[About this exercise] Reproduce the material below line by line, beginning with its first line and ending with the line that contains "pinky tip: (235, 153)"; leave out pictures.

[Exercise material]
Start of Block

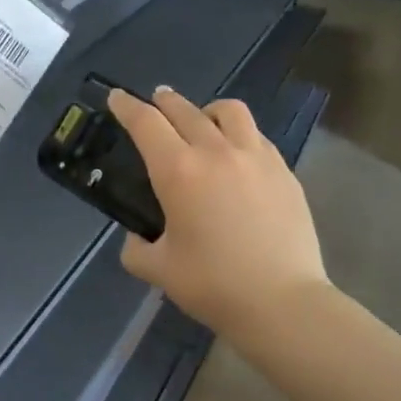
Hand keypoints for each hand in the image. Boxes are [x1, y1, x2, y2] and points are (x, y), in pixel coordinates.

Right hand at [106, 87, 326, 333]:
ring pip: (229, 111)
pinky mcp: (283, 171)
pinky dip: (238, 133)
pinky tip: (235, 153)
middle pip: (183, 109)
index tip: (116, 97)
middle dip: (163, 101)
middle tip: (153, 102)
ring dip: (206, 110)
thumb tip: (137, 239)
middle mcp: (215, 152)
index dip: (126, 106)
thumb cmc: (213, 285)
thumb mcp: (158, 270)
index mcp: (178, 172)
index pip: (145, 123)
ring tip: (201, 121)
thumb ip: (137, 249)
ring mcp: (255, 158)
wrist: (282, 303)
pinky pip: (256, 135)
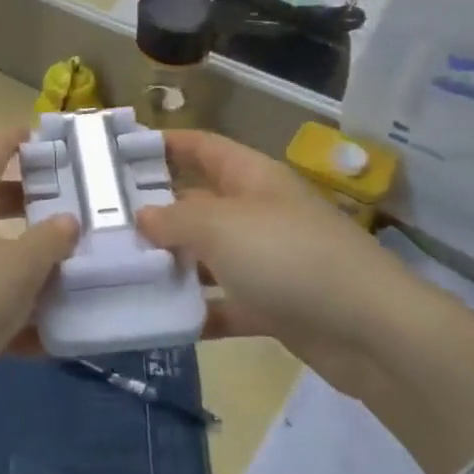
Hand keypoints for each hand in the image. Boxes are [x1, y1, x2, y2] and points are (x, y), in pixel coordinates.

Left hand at [0, 129, 79, 389]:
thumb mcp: (17, 270)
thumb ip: (49, 243)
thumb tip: (67, 220)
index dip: (25, 139)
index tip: (56, 144)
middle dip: (31, 204)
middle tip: (69, 213)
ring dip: (21, 258)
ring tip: (62, 277)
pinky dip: (2, 302)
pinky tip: (36, 337)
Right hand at [135, 130, 402, 364]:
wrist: (369, 330)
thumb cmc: (288, 256)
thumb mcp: (221, 226)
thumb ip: (175, 219)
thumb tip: (143, 216)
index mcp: (251, 177)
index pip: (201, 147)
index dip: (164, 144)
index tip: (119, 153)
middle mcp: (257, 211)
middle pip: (198, 202)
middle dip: (155, 210)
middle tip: (103, 222)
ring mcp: (267, 259)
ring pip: (207, 254)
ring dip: (171, 263)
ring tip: (119, 270)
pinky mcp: (273, 305)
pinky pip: (224, 301)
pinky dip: (197, 310)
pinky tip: (158, 320)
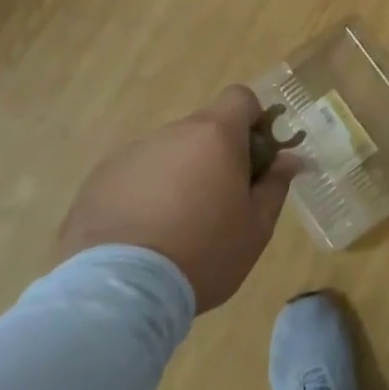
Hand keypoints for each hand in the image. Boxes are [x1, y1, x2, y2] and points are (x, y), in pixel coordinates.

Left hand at [58, 85, 302, 310]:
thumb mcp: (256, 228)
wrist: (119, 292)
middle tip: (219, 202)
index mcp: (215, 135)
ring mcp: (131, 154)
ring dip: (178, 175)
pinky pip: (134, 176)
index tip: (255, 156)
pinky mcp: (98, 180)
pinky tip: (141, 236)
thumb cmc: (204, 254)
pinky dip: (144, 194)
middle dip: (215, 155)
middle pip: (203, 128)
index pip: (240, 98)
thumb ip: (276, 186)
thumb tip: (289, 159)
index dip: (253, 120)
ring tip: (174, 227)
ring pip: (168, 153)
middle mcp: (172, 133)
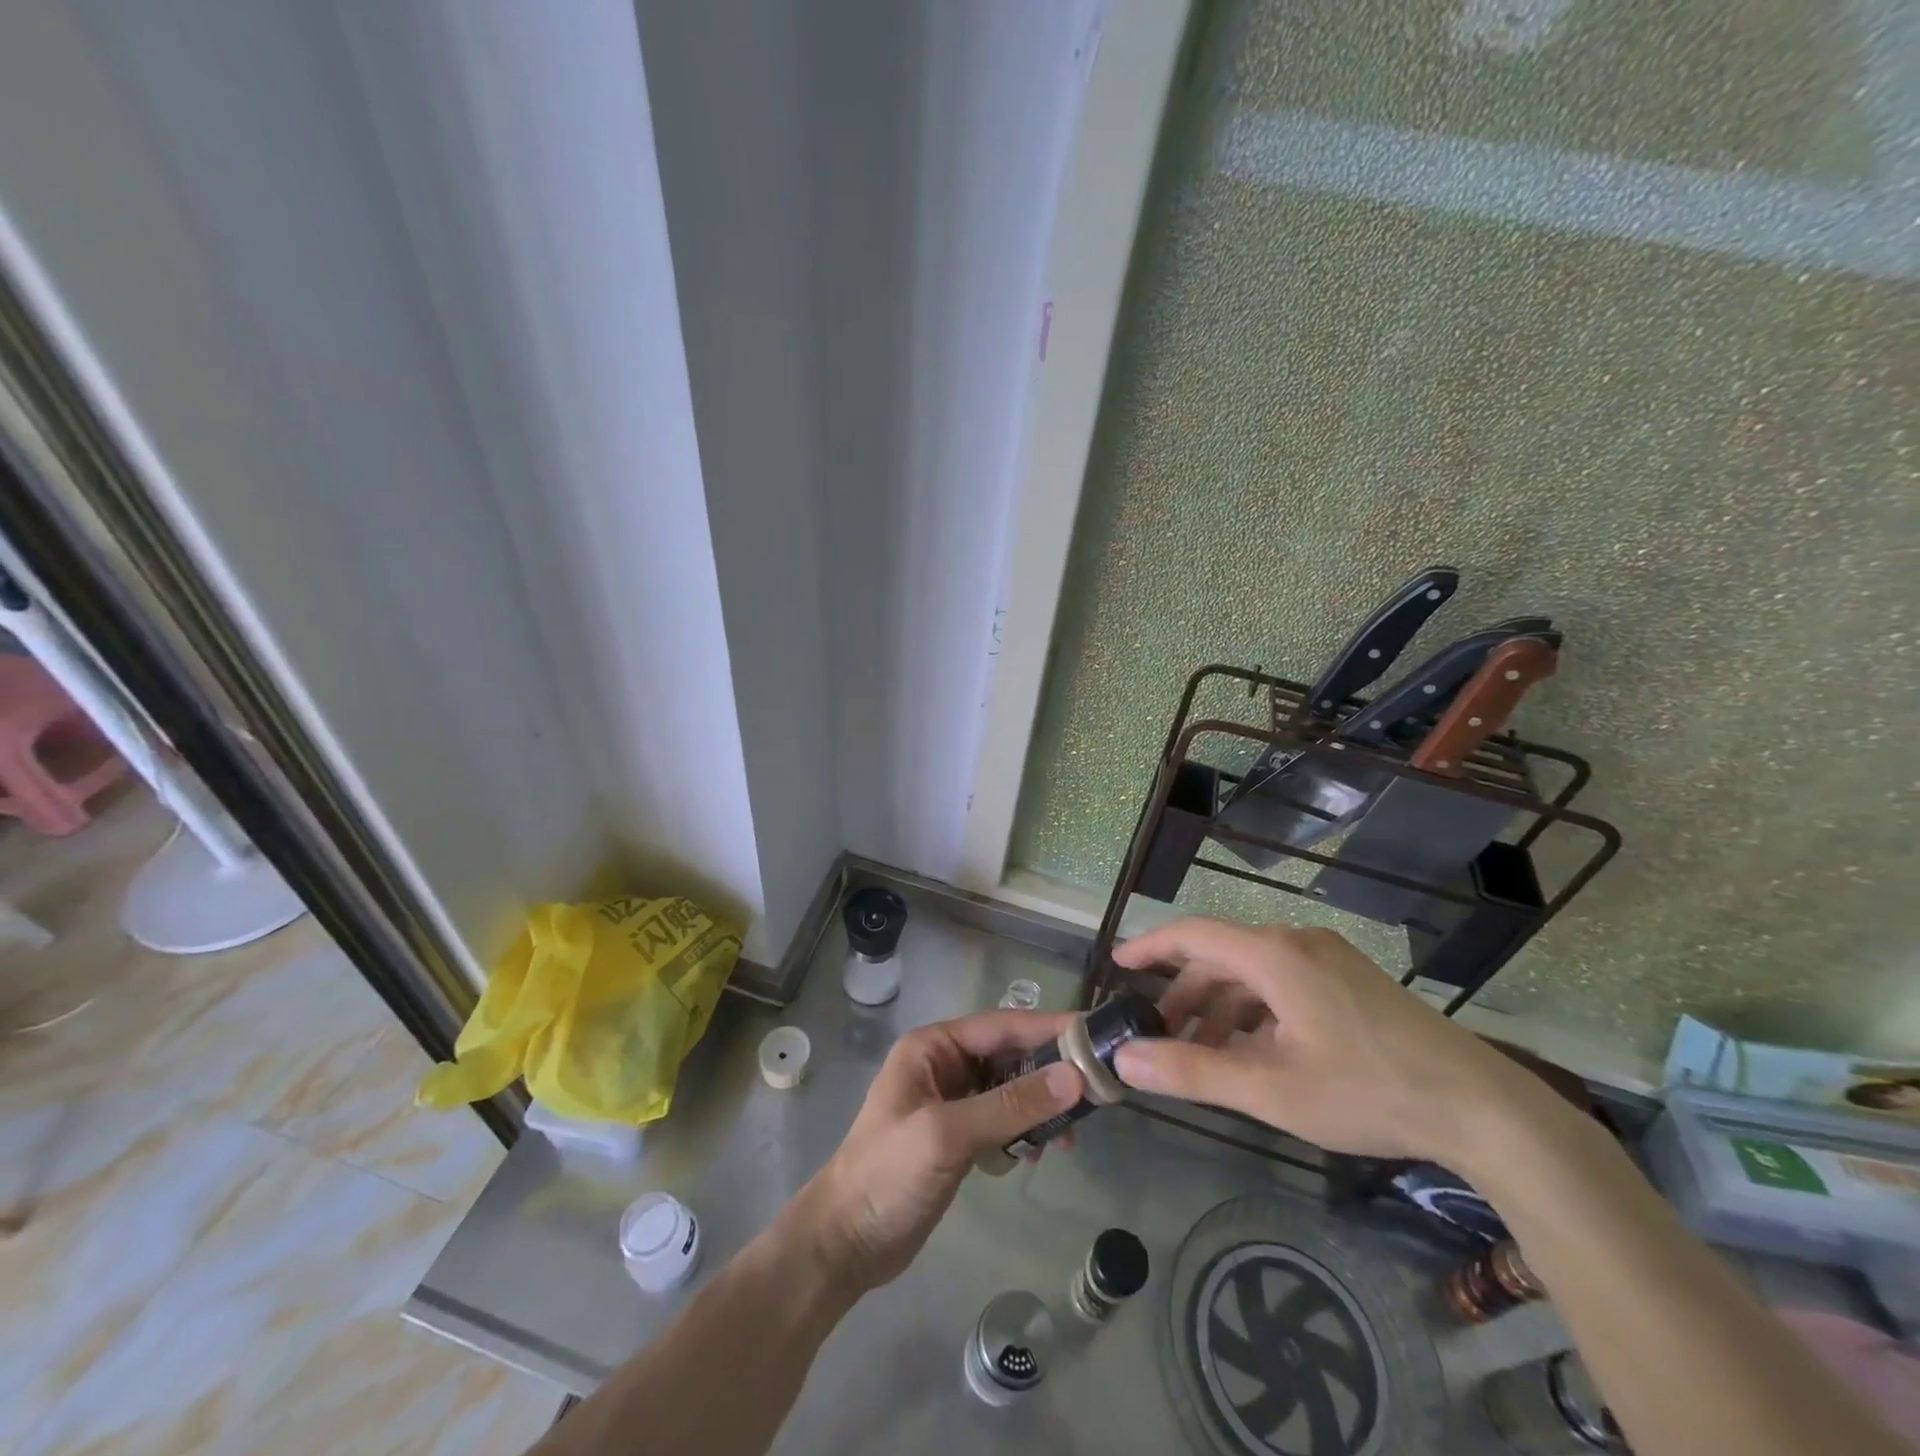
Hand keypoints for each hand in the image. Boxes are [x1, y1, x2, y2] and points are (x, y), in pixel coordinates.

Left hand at [789, 1011, 1083, 1292]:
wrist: (845, 1244)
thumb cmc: (888, 1175)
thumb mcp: (948, 1134)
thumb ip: (1010, 1105)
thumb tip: (1074, 1077)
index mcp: (934, 1047)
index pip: (1002, 1026)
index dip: (1048, 1029)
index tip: (1094, 1035)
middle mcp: (945, 1065)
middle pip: (1010, 1055)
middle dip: (1049, 1072)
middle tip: (1096, 1093)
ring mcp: (952, 1101)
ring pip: (1011, 1089)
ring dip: (1040, 1107)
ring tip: (1068, 1138)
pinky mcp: (959, 1136)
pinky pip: (1003, 1119)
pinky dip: (1024, 1132)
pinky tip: (1035, 1155)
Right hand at [1111, 918, 1535, 1165]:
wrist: (1483, 1109)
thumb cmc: (1367, 1091)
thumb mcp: (1270, 1089)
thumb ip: (1191, 1071)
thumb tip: (1124, 1060)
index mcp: (1273, 955)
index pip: (1192, 934)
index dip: (1149, 947)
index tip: (1117, 966)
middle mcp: (1297, 944)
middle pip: (1221, 956)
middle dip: (1184, 993)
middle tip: (1159, 1033)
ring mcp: (1329, 960)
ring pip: (1253, 973)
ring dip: (1220, 1007)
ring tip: (1203, 1052)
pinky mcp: (1351, 982)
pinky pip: (1283, 984)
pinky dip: (1255, 1012)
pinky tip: (1254, 1053)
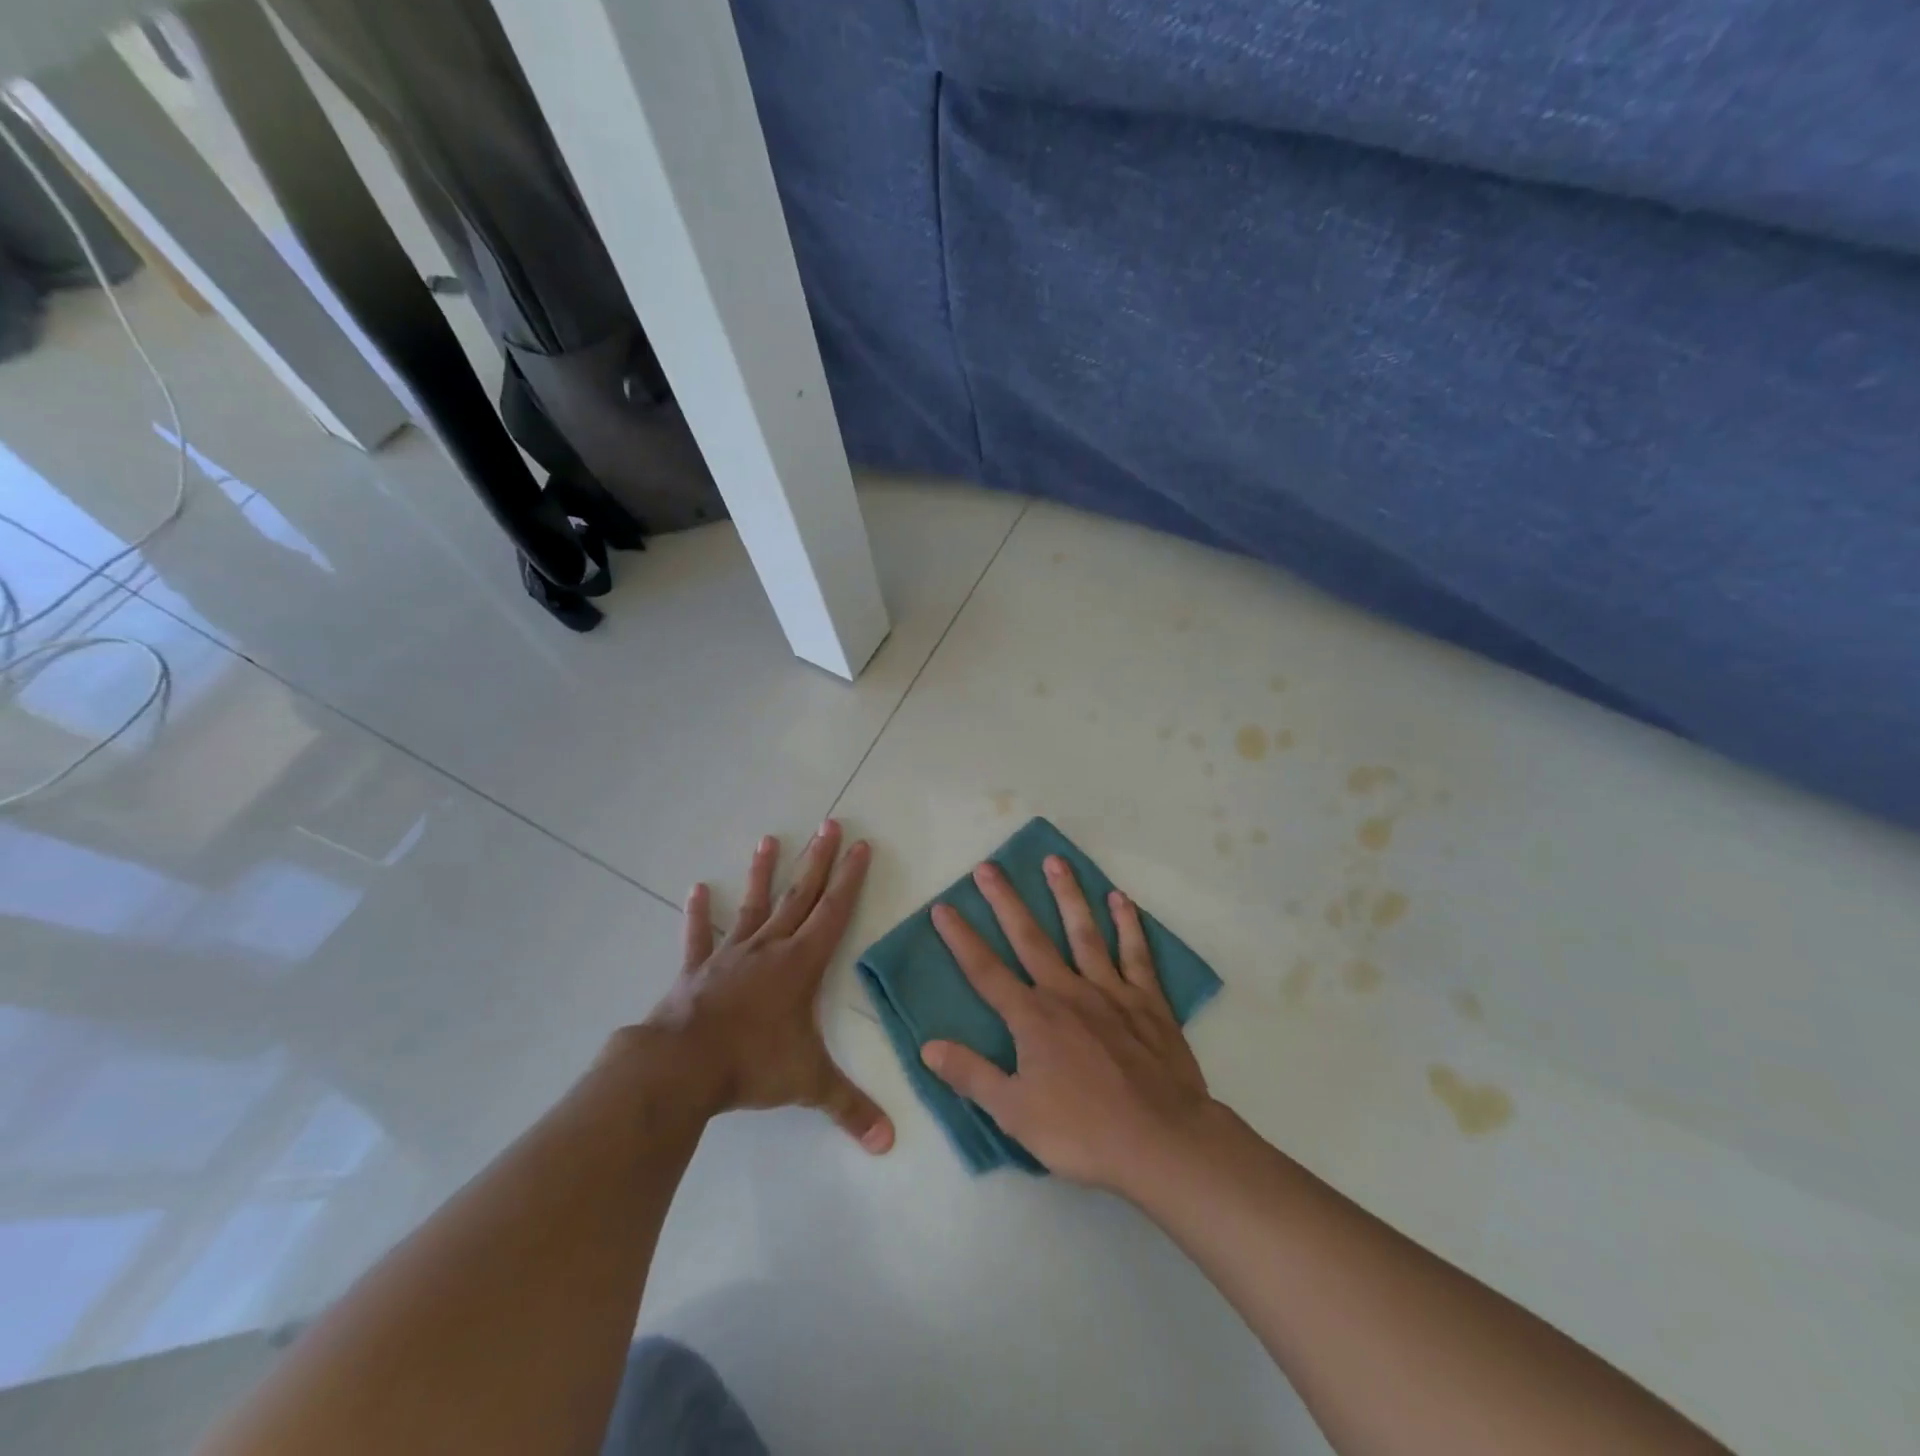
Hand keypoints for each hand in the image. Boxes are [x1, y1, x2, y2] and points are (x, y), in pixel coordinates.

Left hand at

End of Block

[Response to this exercise]
Hand keypoints for each hand in the image. Boxes are [x1, y1, x2, y2] and points are (x, y), in pixel coordinates.

Right hand at [106, 87, 326, 333]:
ring pip: (229, 111)
pinky mcp: (283, 171)
pinky dip: (238, 133)
pinky tip: (235, 153)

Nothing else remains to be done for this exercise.